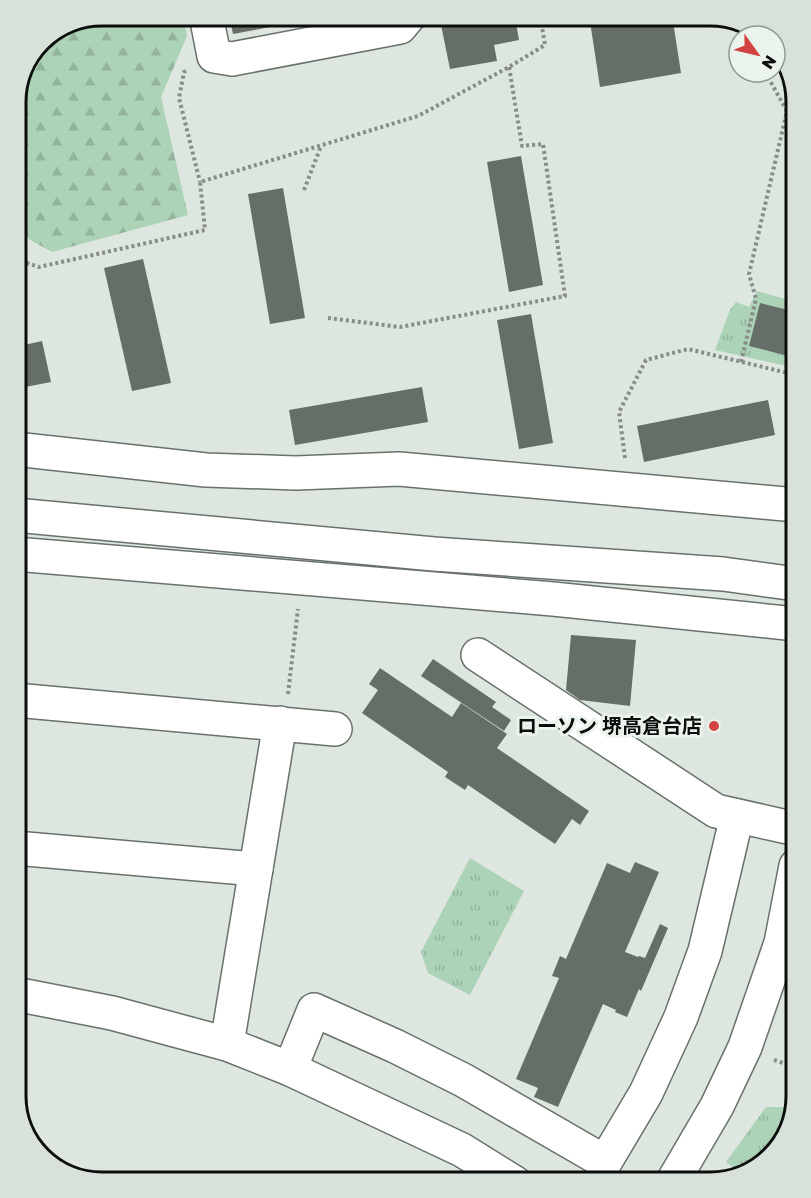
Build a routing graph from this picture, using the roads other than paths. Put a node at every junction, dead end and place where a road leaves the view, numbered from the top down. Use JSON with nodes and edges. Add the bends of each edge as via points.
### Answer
{"nodes":[{"id":1,"x":208,"y":25,"type":"edge"},
{"id":2,"x":401,"y":25,"type":"edge"},
{"id":3,"x":26,"y":450,"type":"edge"},
{"id":4,"x":786,"y":504,"type":"edge"},
{"id":5,"x":26,"y":516,"type":"edge"},
{"id":6,"x":26,"y":555,"type":"edge"},
{"id":7,"x":786,"y":583,"type":"edge"},
{"id":8,"x":786,"y":623,"type":"edge"},
{"id":9,"x":478,"y":655,"type":"dead end"},
{"id":10,"x":25,"y":701,"type":"edge"},
{"id":11,"x":280,"y":723,"type":"junction"},
{"id":12,"x":334,"y":729,"type":"dead end"},
{"id":13,"x":737,"y":816,"type":"junction"},
{"id":14,"x":786,"y":827,"type":"edge"},
{"id":15,"x":25,"y":849,"type":"edge"},
{"id":16,"x":256,"y":869,"type":"junction"},
{"id":17,"x":786,"y":917,"type":"edge"},
{"id":18,"x":25,"y":996,"type":"edge"},
{"id":19,"x":227,"y":1044,"type":"junction"},
{"id":20,"x":291,"y":1070,"type":"junction"},
{"id":21,"x":498,"y":1172,"type":"edge"},
{"id":22,"x":678,"y":1172,"type":"edge"}],
"edges":[{"from":1,"to":2,"type":"street","via":[[214,56],[232,59]]},
{"from":3,"to":4,"type":"street","via":[[206,470],[399,470]]},
{"from":5,"to":7,"type":"street","via":[[434,554],[723,574]]},
{"from":6,"to":8,"type":"street","via":[[553,599]]},
{"from":9,"to":13,"type":"street","via":[[716,811]]},
{"from":10,"to":11,"type":"street"},
{"from":11,"to":12,"type":"street"},
{"from":11,"to":16,"type":"street"},
{"from":13,"to":14,"type":"street"},
{"from":13,"to":20,"type":"street","via":[[705,951],[681,1017],[646,1093],[605,1162],[463,1080],[314,1010]]},
{"from":15,"to":16,"type":"street"},
{"from":16,"to":19,"type":"street"},
{"from":17,"to":22,"type":"street","via":[[745,1047],[717,1106]]},
{"from":18,"to":19,"type":"street","via":[[112,1013]]},
{"from":19,"to":20,"type":"street"},
{"from":20,"to":21,"type":"street","via":[[462,1149]]}]}
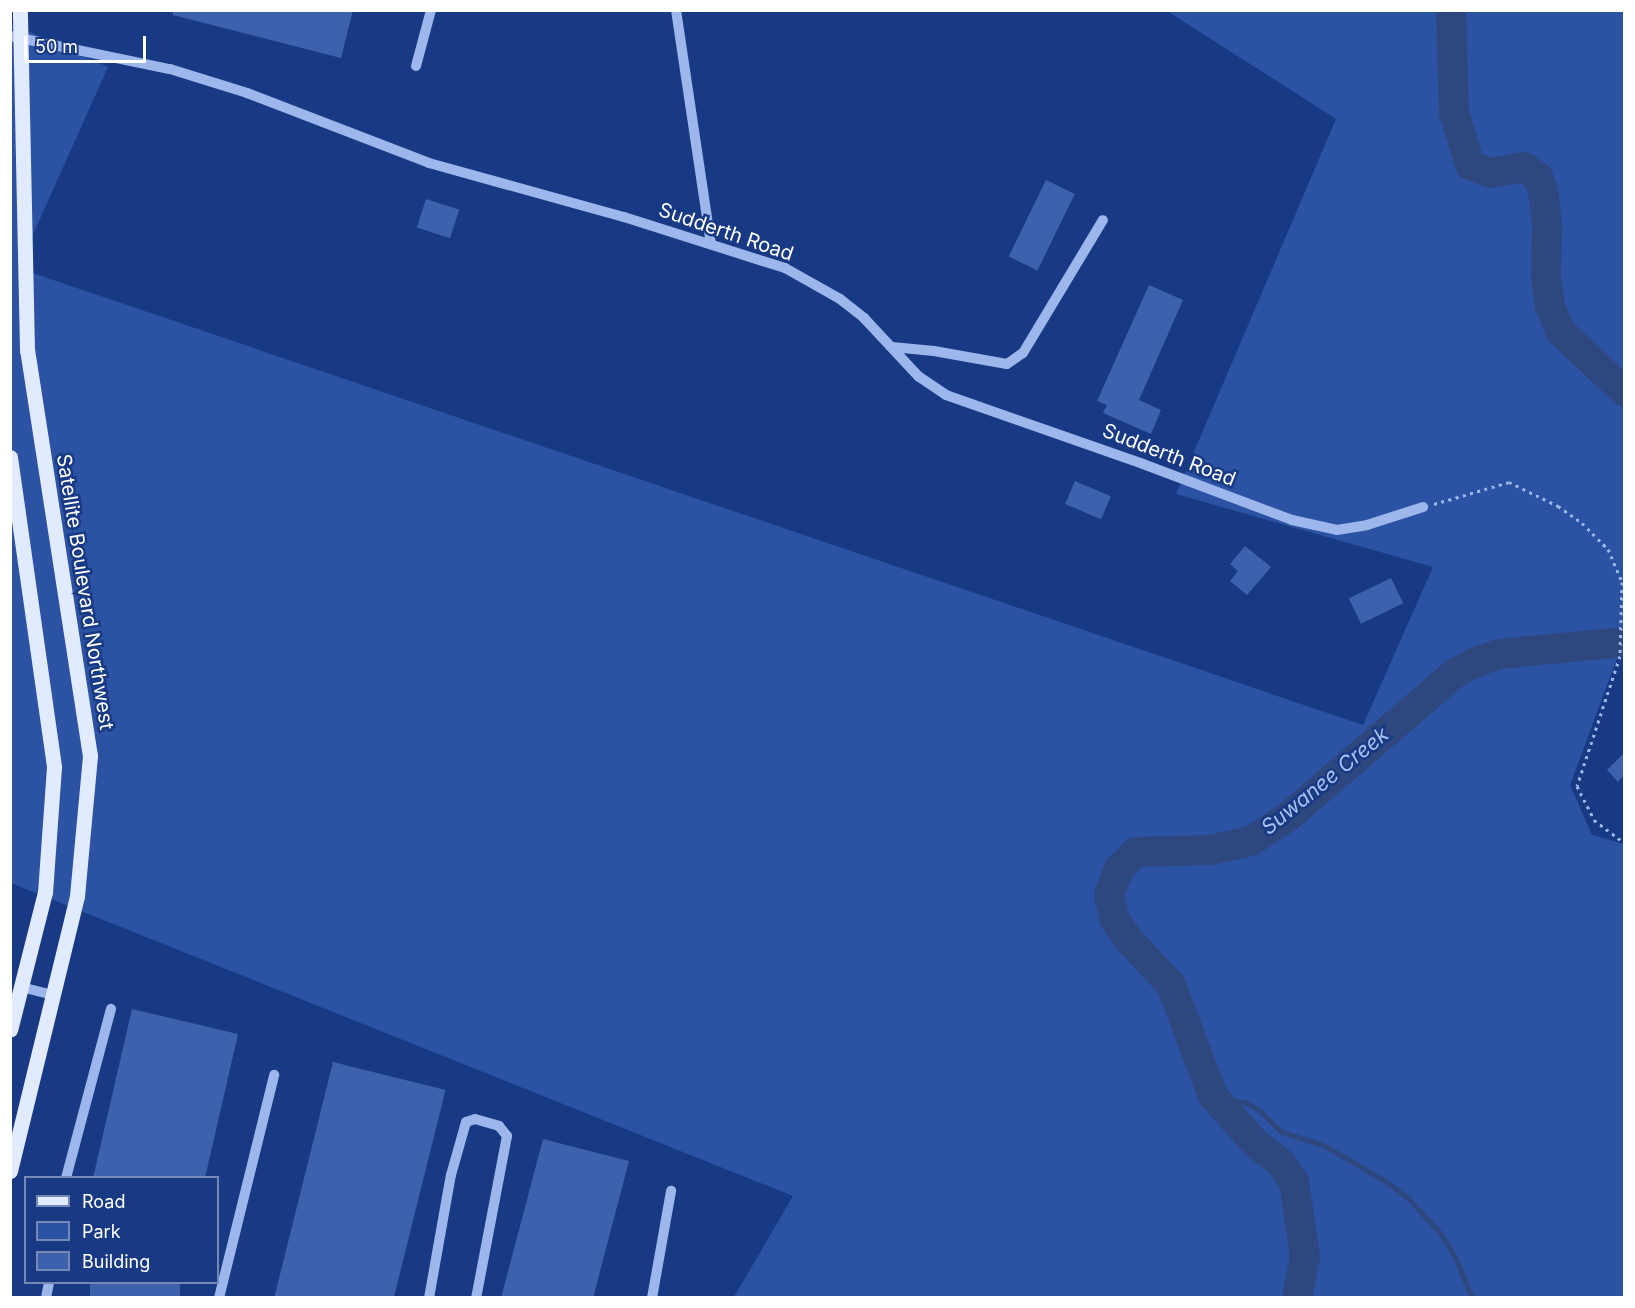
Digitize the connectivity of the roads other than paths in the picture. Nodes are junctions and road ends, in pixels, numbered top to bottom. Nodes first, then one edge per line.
1 (20, 10) edge
2 (431, 10) edge
3 (676, 10) edge
4 (15, 37) edge
5 (416, 66) dead end
6 (1103, 220) dead end
7 (711, 244) junction
8 (892, 347) junction
9 (10, 457) edge
10 (1424, 507) road end
11 (21, 987) junction
12 (53, 995) junction
13 (111, 1009) dead end
14 (10, 1030) edge
15 (274, 1075) dead end
16 (10, 1172) edge
17 (67, 1176) edge
18 (671, 1191) dead end
19 (219, 1298) edge
20 (429, 1298) edge
21 (476, 1298) edge
22 (652, 1298) edge

1 - 4 main road, Satellite Boulevard Northwest
2 - 5 street
3 - 7 street
4 - 7 street, Sudderth Road
4 - 12 main road, Satellite Boulevard Northwest
6 - 8 street
7 - 8 street, Sudderth Road
8 - 10 street, Sudderth Road
9 - 11 main road
11 - 12 street
11 - 14 main road
12 - 16 main road, Satellite Boulevard Northwest
13 - 17 street
15 - 19 street
18 - 22 street
20 - 21 street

.....

Print the material word for word; images are to be left out.

### Task output
Build a routing graph from this picture, using the roads other than paths. Put a node at every junction, dead end and place where a road leaves the view, numbered from the top down. Use JSON with nodes and edges. Add the bends of each edge as via points.
### Answer
{"nodes":[{"id":1,"x":208,"y":25,"type":"edge"},
{"id":2,"x":401,"y":25,"type":"edge"},
{"id":3,"x":26,"y":450,"type":"edge"},
{"id":4,"x":786,"y":504,"type":"edge"},
{"id":5,"x":26,"y":516,"type":"edge"},
{"id":6,"x":26,"y":555,"type":"edge"},
{"id":7,"x":786,"y":583,"type":"edge"},
{"id":8,"x":786,"y":623,"type":"edge"},
{"id":9,"x":478,"y":655,"type":"dead end"},
{"id":10,"x":25,"y":701,"type":"edge"},
{"id":11,"x":280,"y":723,"type":"junction"},
{"id":12,"x":334,"y":729,"type":"dead end"},
{"id":13,"x":737,"y":816,"type":"junction"},
{"id":14,"x":786,"y":827,"type":"edge"},
{"id":15,"x":25,"y":849,"type":"edge"},
{"id":16,"x":256,"y":869,"type":"junction"},
{"id":17,"x":786,"y":917,"type":"edge"},
{"id":18,"x":25,"y":996,"type":"edge"},
{"id":19,"x":227,"y":1044,"type":"junction"},
{"id":20,"x":291,"y":1070,"type":"junction"},
{"id":21,"x":498,"y":1172,"type":"edge"},
{"id":22,"x":678,"y":1172,"type":"edge"}],
"edges":[{"from":1,"to":2,"type":"street","via":[[214,56],[232,59]]},
{"from":3,"to":4,"type":"street","via":[[206,470],[399,470]]},
{"from":5,"to":7,"type":"street","via":[[434,554],[723,574]]},
{"from":6,"to":8,"type":"street","via":[[553,599]]},
{"from":9,"to":13,"type":"street","via":[[716,811]]},
{"from":10,"to":11,"type":"street"},
{"from":11,"to":12,"type":"street"},
{"from":11,"to":16,"type":"street"},
{"from":13,"to":14,"type":"street"},
{"from":13,"to":20,"type":"street","via":[[705,951],[681,1017],[646,1093],[605,1162],[463,1080],[314,1010]]},
{"from":15,"to":16,"type":"street"},
{"from":16,"to":19,"type":"street"},
{"from":17,"to":22,"type":"street","via":[[745,1047],[717,1106]]},
{"from":18,"to":19,"type":"street","via":[[112,1013]]},
{"from":19,"to":20,"type":"street"},
{"from":20,"to":21,"type":"street","via":[[462,1149]]}]}
Digitize the connectivity of the roads other than paths in the picture. Nodes are junctions and road ends, in pixels, numbered top to bottom. Nodes first, then one edge per line.
1 (20, 10) edge
2 (431, 10) edge
3 (676, 10) edge
4 (15, 37) edge
5 (416, 66) dead end
6 (1103, 220) dead end
7 (711, 244) junction
8 (892, 347) junction
9 (10, 457) edge
10 (1424, 507) road end
11 (21, 987) junction
12 (53, 995) junction
13 (111, 1009) dead end
14 (10, 1030) edge
15 (274, 1075) dead end
16 (10, 1172) edge
17 (67, 1176) edge
18 (671, 1191) dead end
19 (219, 1298) edge
20 (429, 1298) edge
21 (476, 1298) edge
22 (652, 1298) edge

1 - 4 main road, Satellite Boulevard Northwest
2 - 5 street
3 - 7 street
4 - 7 street, Sudderth Road
4 - 12 main road, Satellite Boulevard Northwest
6 - 8 street
7 - 8 street, Sudderth Road
8 - 10 street, Sudderth Road
9 - 11 main road
11 - 12 street
11 - 14 main road
12 - 16 main road, Satellite Boulevard Northwest
13 - 17 street
15 - 19 street
18 - 22 street
20 - 21 street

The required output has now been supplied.